Mary, your question mentions a democratic approach. I always think of Group Material – primarily Doug Ashford, Julie Ault, Felix Gonzalez-Torres – and how they did “The People’s Choice” in 1981 in the East Village. I also feel a special kinship with Doug, who has moved fluidly between painting and social practice. Group Material knocked on doors asking residents to contribute personal artifacts to their storefront gallery like Pez dispensers, votive candles, family portraits, images of Christ – things that truly flipped the high/low hierarchy without becoming so easily commodified as in Pop. The most shocking object in that show was the infamous Robert Morris S&M poster; I guess the analog in our show was what we call “the Bermuda Triangle of Pornography.” We didn’t want to censor difficult work and you’ll just have to see it to understand. So the installation style of Group Material – merging museological and salon hanging – influenced us. The phenomenological relationship of work in space is an antidote to the virtual selling of art by JPEG during the pandemic. We want to bring the physical experience back. We want art to be accessible, and for artists to own each other’s work. That has already happened. As the mantra goes, “make marriages, not sales.”


TD: What comes to mind is the Bushwick art scene when I left undergrad – artist-run spaces, DIY energy. That felt like what the art world was. I didn’t know how ephemeral it would be. Many artists from that era became more established; many spaces closed; new ones opened in more expensive neighborhoods; the bubble inflated. Now the bubble feels like it’s starting to deflate, and there is a real need for artists to show other artists again – to reinvigorate the energy of being a maker. I hope this space inspires others to do similar things, to create more neighborhoods of art communities.
GL: I’m still in awe that you ran Associated Gallery with Jen Hitchings and Julian Jimarez-Howard, in your early 20s. That space was the site of some wild shows: self-cannibalizing leeches, Hot Mammas (artists who were mothers), all kinds of plants in You Are My Sunshine, which drew a New York Magazine review from Jerry Saltz, who said it showed how alive Bushwick was.
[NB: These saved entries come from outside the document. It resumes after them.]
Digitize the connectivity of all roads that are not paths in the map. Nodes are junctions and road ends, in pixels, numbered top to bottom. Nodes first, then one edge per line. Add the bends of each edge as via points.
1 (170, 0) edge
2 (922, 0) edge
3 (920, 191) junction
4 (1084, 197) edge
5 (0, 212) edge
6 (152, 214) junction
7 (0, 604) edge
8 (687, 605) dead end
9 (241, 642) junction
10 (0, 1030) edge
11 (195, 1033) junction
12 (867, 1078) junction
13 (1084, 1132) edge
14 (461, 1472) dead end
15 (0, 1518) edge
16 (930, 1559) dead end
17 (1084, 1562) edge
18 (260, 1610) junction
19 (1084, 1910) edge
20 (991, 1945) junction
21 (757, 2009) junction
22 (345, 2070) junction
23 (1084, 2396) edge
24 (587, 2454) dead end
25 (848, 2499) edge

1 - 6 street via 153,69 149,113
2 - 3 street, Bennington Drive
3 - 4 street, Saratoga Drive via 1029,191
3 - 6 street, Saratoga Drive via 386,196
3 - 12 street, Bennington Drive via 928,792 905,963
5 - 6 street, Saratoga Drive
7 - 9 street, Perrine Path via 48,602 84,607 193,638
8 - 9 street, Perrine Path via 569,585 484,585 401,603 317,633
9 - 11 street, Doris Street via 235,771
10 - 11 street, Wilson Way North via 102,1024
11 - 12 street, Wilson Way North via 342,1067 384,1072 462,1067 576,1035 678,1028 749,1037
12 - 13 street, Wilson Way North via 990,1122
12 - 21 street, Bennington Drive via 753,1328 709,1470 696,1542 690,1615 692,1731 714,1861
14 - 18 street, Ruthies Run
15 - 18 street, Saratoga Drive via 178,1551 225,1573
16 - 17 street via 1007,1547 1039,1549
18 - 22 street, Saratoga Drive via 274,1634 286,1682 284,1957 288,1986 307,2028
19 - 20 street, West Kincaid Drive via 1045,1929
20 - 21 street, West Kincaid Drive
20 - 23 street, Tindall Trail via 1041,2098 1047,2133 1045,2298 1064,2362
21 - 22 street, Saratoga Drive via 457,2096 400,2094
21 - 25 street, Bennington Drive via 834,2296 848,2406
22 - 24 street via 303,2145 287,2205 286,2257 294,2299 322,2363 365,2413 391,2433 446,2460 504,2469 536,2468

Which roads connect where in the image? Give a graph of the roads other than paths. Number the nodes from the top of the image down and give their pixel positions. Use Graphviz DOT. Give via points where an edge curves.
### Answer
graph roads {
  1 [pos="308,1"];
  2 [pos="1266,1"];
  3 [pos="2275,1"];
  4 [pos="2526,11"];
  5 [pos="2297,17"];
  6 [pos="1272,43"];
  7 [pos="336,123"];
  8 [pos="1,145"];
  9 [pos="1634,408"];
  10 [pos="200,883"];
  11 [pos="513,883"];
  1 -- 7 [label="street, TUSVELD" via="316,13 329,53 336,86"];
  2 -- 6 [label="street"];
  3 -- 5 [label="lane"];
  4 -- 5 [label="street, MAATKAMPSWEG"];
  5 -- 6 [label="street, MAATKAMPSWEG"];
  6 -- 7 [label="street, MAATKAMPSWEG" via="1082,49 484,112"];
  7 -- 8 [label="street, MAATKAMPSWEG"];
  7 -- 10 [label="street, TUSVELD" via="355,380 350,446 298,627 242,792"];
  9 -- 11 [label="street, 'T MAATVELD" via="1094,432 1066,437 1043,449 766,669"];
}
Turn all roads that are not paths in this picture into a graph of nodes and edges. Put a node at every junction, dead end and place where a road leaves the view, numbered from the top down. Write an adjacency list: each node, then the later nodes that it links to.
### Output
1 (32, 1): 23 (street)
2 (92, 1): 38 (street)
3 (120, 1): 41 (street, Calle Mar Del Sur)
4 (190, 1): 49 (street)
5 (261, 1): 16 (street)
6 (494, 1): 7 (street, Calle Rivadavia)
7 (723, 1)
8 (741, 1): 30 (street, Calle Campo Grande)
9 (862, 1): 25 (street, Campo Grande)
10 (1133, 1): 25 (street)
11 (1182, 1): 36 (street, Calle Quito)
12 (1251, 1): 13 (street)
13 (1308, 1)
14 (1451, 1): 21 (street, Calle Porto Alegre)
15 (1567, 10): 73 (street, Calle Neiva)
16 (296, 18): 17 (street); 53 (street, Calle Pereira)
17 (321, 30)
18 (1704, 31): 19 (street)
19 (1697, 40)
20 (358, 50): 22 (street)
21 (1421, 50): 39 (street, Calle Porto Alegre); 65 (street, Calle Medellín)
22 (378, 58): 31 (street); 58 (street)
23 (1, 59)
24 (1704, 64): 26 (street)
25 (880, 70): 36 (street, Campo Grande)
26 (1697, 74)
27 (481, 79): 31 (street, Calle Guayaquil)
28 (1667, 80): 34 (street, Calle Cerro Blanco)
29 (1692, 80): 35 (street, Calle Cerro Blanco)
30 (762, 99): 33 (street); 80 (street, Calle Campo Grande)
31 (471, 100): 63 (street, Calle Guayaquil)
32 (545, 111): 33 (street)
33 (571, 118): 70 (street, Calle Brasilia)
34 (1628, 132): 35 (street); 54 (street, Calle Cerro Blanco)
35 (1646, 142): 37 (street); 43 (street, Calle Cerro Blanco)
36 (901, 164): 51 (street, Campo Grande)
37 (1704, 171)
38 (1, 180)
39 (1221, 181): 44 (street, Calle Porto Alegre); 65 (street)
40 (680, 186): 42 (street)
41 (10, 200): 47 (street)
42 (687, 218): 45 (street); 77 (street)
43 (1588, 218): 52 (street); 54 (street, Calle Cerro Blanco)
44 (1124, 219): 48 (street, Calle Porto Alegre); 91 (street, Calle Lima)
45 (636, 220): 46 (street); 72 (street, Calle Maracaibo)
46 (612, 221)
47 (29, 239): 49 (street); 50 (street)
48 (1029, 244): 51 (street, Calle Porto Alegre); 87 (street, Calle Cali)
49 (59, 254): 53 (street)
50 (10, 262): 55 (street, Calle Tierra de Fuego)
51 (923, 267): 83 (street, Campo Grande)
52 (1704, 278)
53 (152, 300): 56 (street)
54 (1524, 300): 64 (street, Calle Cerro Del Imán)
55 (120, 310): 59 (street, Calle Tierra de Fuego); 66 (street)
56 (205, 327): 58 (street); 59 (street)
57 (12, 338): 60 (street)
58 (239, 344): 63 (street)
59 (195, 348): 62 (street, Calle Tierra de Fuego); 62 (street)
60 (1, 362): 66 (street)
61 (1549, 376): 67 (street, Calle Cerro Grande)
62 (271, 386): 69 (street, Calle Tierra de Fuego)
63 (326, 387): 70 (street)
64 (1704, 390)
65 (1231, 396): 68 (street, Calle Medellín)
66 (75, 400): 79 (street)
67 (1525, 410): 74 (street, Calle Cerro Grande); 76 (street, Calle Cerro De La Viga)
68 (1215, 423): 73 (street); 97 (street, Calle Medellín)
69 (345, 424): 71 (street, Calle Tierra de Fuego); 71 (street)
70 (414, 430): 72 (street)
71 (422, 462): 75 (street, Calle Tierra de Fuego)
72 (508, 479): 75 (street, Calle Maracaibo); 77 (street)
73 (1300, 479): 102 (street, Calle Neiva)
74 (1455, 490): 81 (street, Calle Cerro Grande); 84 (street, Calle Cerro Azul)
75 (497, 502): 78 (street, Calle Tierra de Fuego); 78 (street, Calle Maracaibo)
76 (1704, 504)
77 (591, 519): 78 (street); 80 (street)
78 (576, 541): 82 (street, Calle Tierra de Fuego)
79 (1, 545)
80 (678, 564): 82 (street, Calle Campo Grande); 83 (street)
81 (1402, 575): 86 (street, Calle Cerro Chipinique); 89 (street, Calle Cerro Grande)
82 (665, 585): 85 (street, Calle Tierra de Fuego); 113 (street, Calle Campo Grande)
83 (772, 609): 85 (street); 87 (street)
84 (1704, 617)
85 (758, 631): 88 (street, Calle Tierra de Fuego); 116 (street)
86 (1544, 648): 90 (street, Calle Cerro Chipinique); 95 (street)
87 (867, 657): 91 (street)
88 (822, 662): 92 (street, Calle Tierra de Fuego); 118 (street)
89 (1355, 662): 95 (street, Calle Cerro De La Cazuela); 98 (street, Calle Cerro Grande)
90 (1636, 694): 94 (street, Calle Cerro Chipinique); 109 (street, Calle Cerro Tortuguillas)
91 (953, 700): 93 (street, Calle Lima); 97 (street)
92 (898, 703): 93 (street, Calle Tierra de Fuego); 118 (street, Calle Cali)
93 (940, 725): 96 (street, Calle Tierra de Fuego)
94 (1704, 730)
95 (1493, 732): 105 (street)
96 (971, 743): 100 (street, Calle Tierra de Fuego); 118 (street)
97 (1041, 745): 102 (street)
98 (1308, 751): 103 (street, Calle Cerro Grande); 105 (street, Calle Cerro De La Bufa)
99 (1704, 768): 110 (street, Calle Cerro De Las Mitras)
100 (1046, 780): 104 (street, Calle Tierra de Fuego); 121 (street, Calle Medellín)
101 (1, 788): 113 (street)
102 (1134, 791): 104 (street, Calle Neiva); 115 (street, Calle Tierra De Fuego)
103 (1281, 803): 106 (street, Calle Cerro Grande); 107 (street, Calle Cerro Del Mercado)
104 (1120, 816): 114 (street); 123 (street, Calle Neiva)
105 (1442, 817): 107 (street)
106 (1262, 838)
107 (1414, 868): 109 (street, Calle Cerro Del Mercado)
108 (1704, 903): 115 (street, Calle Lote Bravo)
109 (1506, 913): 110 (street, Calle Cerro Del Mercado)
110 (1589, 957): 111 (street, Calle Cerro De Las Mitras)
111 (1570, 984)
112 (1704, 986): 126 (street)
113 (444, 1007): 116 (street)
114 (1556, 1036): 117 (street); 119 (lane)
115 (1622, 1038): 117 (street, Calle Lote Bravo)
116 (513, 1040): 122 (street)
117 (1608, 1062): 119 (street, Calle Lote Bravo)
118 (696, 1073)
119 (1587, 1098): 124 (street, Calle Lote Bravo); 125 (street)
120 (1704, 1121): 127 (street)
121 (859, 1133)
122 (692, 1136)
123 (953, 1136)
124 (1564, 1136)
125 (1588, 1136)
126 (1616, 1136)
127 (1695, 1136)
I hope we can do the we-are-in-our 30s-and-40s version of some feral shows like that soon!

MS: No shortage of ideas here! I’m very excited to see what’s next for palladium/Athena Project.
“Works on Paper,” palladium/Athena Project, 100 Jewel Street, Brooklyn, NY. Through January 9, 2026. Open Saturdays and Sundays, 1–6 PM and by appointment. Visit @palladium.athena.project on Instagram for more information.
About the artist-gallerists: Theresa Dadezzio is a New York painter. She has exhibited work at Nathalie Karg Gallery, Hesse Flatow, DC Moore Gallery, the New York Studio School, and Transmitter Gallery in New York, Pentimenti Gallery in Philadelphia, the University of Hawaii at Mānoa, and Studio Kura in Itoshima, Japan. Her work was featured in New American Paintings. Greg Lindquist is an artist, writer, and curator whose exhibitions examine the intersections of art, ecology, and landscape through projects such as Social Ecologies at Rail Curatorial Projects in Brooklyn. His work has been exhibited at Cameron Art Museum, Dimin Gallery, DC Moore, The Landing, Lennon Weinberg, the Brooklyn Academy of Music, the University of Arizona Museum of Art, the Weatherspoon Art Museum, and the North Carolina Museum of Art.